Pemkot Surabaya menarik sejumlah petugas screening di 19 pintu masuk ke Kota Pahlawan. Penarikan petugas dilakukan karena pemkot masih belum menerapkan Pembatasan Sosial Berskala Besar (PSBB).
Koordinator Protokol Komunikasi, Gugus Tugas Percepatan Penanganan COVID-19 Surabaya, M Fikser membenarkan ada penarikan petugas yang benjaga di belasan posko tersebut. "Jadi memang ada penarikan petugas yang selama ini ditempatkan untuk menjaga akses masuk di 19 titik di wilayah Surabaya," kata Fikser kepada wartawan di Kantor Humas Pemkot Surabaya, Rabu (8/4/2020).
Menurut Fikser, aktivitas yang dilakukan di 19 titik tersebut salah satunya penyemprotan disinfektan ke kendaraan dan juga pemeriksaan suhu tubuh pengguna jalan. Ia menegaskan itu belum berarti penerapan PSBB.
"Namun karena apa yang dilakukan Pemkot itu dianggap belum koordinasi sehingga menimbulkan salah persepsi. Padahal yang dilakukan bukan melakukan Pembatasan Sosial Berskala Besar, hanya melalukan imbauan. Kalau memberlakukan PSBB tentunya lebih ketat, ada pengalihan arus dan segala macem di sana. Tapi kan tidak, akses keluar masuk tetap terbuka. Hanya imbauan, penyemprotan, pemeriksaan tubuh sebagai salah satu upaya memutus mata rantai penyebaran virus," lanjut Fikser.

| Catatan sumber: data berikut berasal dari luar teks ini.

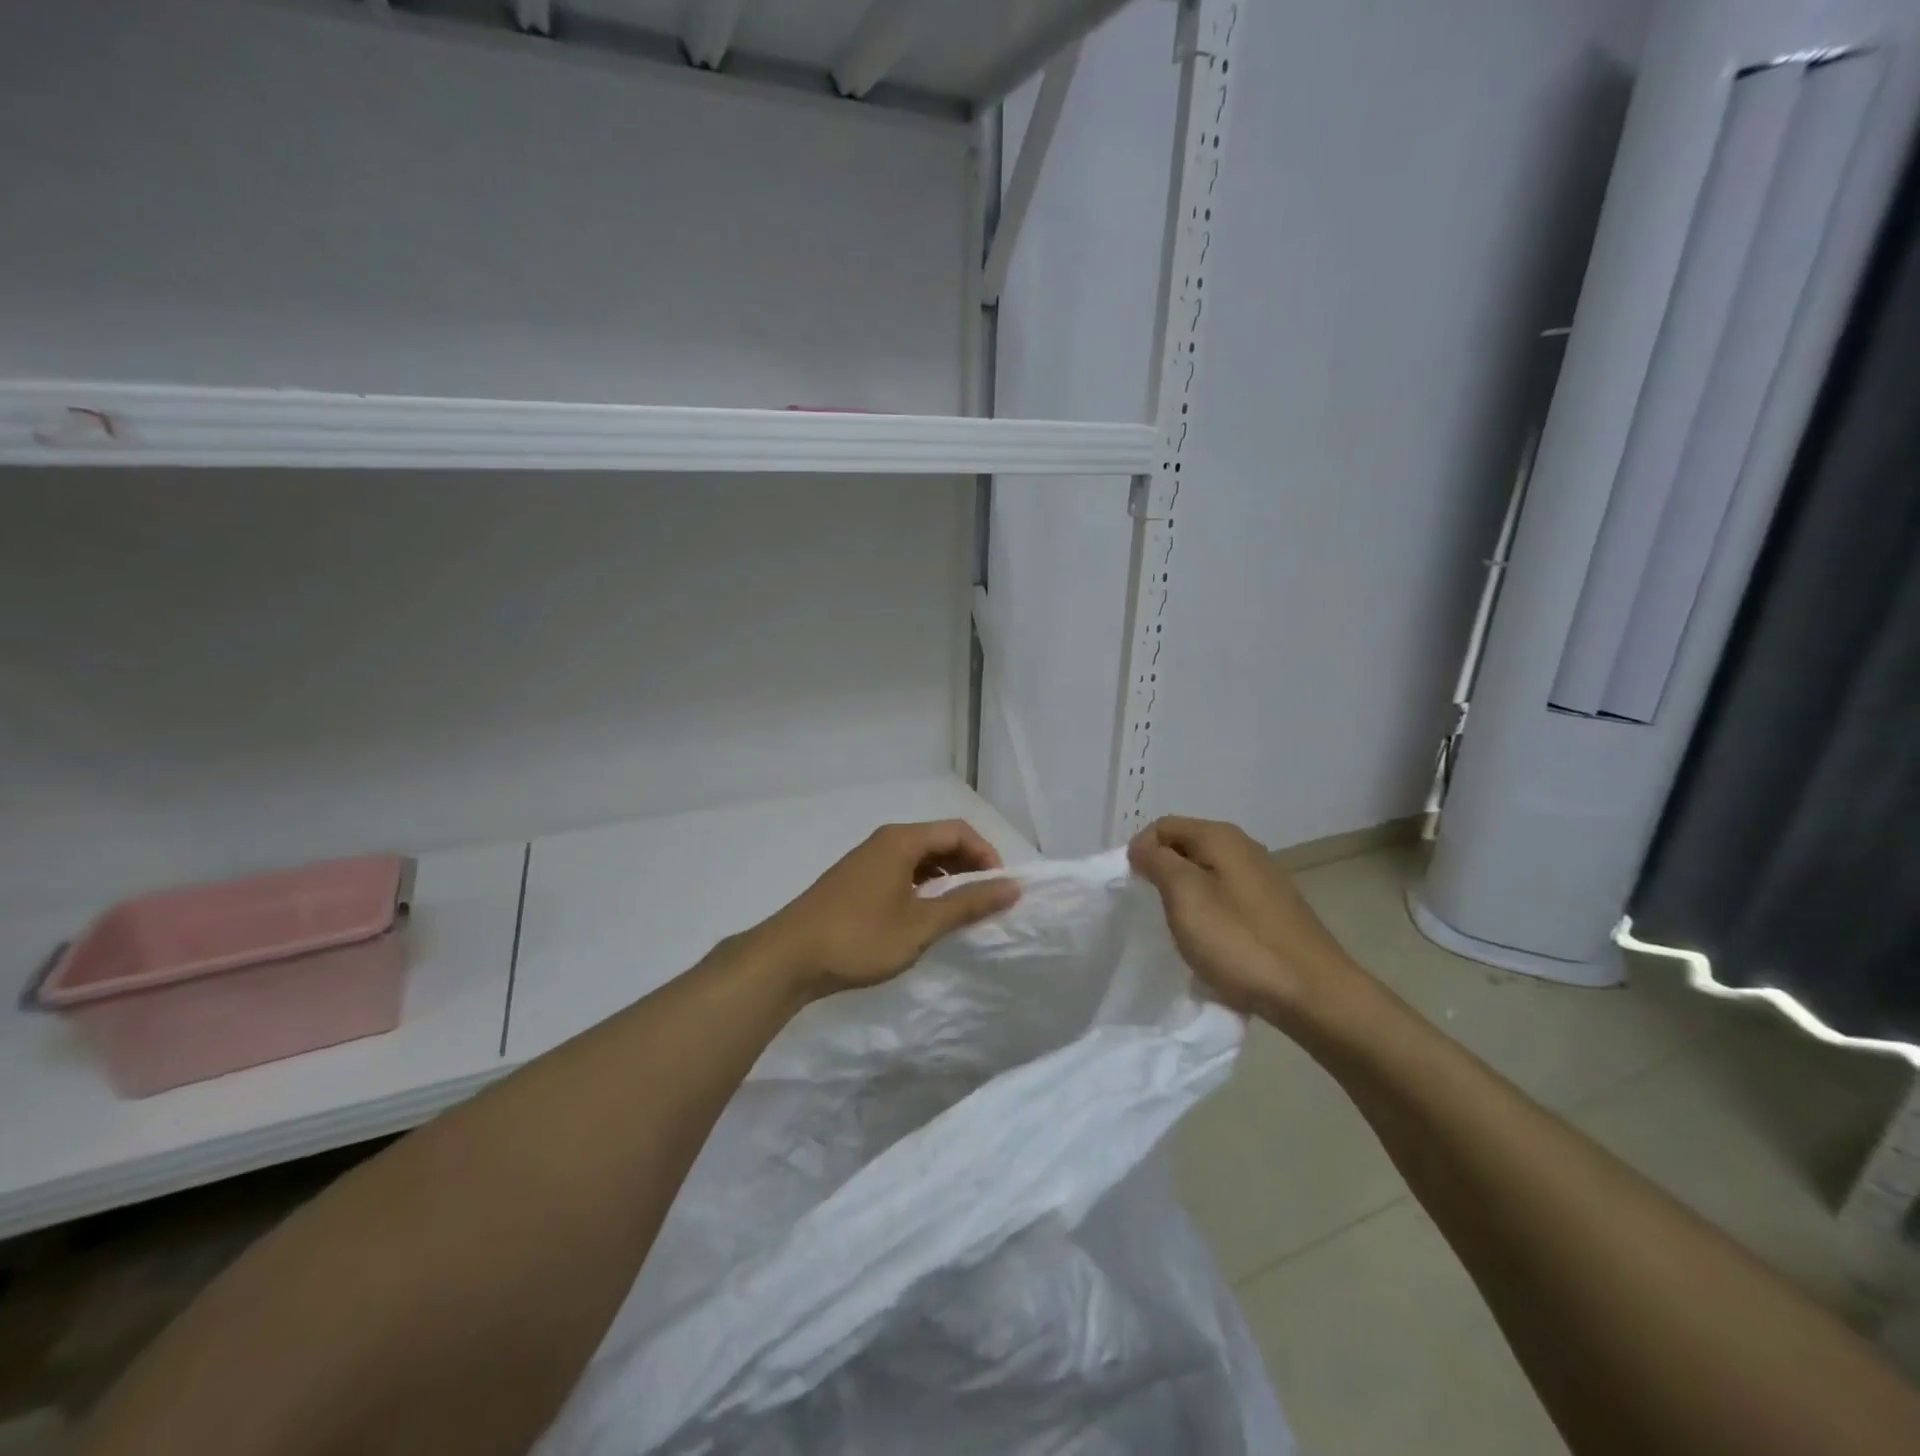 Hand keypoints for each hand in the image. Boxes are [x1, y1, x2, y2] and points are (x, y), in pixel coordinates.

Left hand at [754, 820, 1020, 998]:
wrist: (788, 958)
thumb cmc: (859, 937)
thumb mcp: (921, 924)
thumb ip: (968, 904)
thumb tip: (1013, 886)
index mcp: (902, 840)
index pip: (959, 830)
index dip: (987, 855)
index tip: (1000, 889)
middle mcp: (885, 841)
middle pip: (940, 840)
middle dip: (969, 866)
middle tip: (986, 901)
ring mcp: (867, 861)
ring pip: (920, 858)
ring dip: (947, 878)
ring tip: (961, 911)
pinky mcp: (856, 882)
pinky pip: (902, 872)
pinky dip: (923, 887)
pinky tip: (925, 915)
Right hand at [1128, 816, 1369, 1029]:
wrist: (1314, 994)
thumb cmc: (1241, 941)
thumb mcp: (1185, 896)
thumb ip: (1158, 863)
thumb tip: (1143, 848)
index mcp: (1221, 837)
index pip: (1163, 826)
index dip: (1140, 851)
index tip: (1133, 889)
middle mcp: (1245, 848)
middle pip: (1186, 847)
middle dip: (1163, 873)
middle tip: (1153, 910)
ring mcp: (1263, 879)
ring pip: (1206, 874)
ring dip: (1186, 896)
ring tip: (1180, 929)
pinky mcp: (1274, 909)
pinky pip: (1227, 898)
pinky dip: (1210, 913)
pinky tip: (1212, 943) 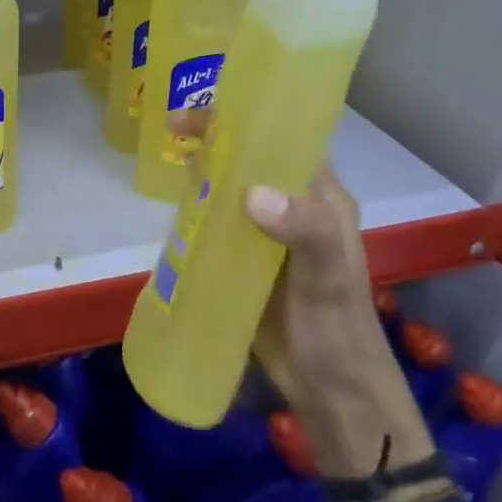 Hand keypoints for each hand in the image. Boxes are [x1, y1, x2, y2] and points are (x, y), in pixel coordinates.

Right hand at [167, 109, 433, 482]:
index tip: (207, 111)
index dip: (250, 116)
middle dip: (216, 138)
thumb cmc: (335, 327)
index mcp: (320, 196)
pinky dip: (195, 206)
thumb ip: (305, 230)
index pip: (285, 138)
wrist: (328, 390)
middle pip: (251, 157)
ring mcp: (265, 231)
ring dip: (202, 171)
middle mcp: (293, 204)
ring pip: (229, 186)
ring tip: (166, 160)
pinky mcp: (243, 257)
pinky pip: (216, 219)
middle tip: (173, 131)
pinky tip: (172, 206)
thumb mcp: (327, 275)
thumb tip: (252, 194) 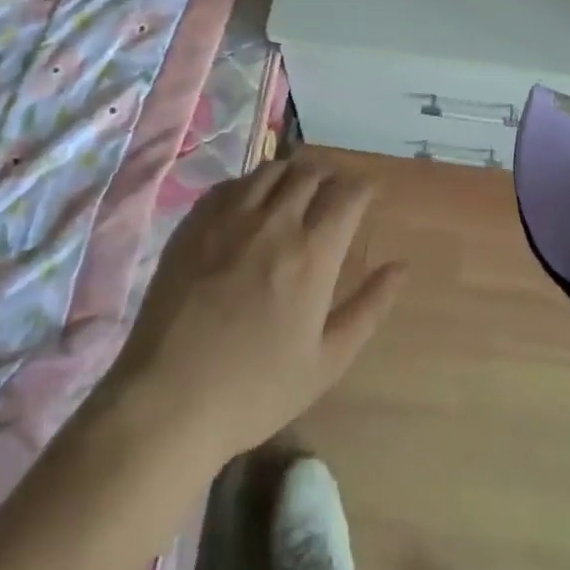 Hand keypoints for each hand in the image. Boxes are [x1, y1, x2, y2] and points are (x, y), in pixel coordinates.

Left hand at [94, 155, 405, 468]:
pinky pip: (232, 183)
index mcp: (312, 253)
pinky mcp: (195, 222)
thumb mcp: (326, 362)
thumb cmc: (255, 389)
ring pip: (271, 169)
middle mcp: (274, 221)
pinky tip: (250, 206)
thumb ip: (368, 308)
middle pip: (311, 171)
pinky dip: (251, 184)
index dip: (363, 187)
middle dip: (329, 175)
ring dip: (292, 173)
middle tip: (332, 192)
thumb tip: (401, 266)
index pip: (348, 194)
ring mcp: (230, 217)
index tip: (367, 194)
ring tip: (294, 191)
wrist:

Fikser menjelaskan, ditariknya petugas juga sebagai langkah evaluasi. "Evaluasi yang pertama adalah untuk pengendara dan penumpang ke depannya akan dilakukan penyemprotan atau tidak. Kalau pun boleh melakukan penyemprotan, bagian mana yang disemprot. Jadi ada edukasi lagi yang dilakukan petugas nanti di sana kalau pun nanti ada," papar Fikser.
"Ada tidaknya itu bergantung dari warga, artinya dorongan dari warga harus ada itu, pemkot lebih lihat kepentingan warga. Kemarin pemkot melaksanakan itu merupakan inisiatif sendiri. karena memang dianggap belum ada koordinasi kita tarik dulu," tambah Fikser.
Apa Saja yang Dilarang dan Tidak Selama PSBB?:
Penarikan petugas, lanjut Fisker, sudah diakukan sejak Senin (6/4) lalu. Kemudian tenda yang dijadikan posko juga sudah dibongkar oleh pemkot.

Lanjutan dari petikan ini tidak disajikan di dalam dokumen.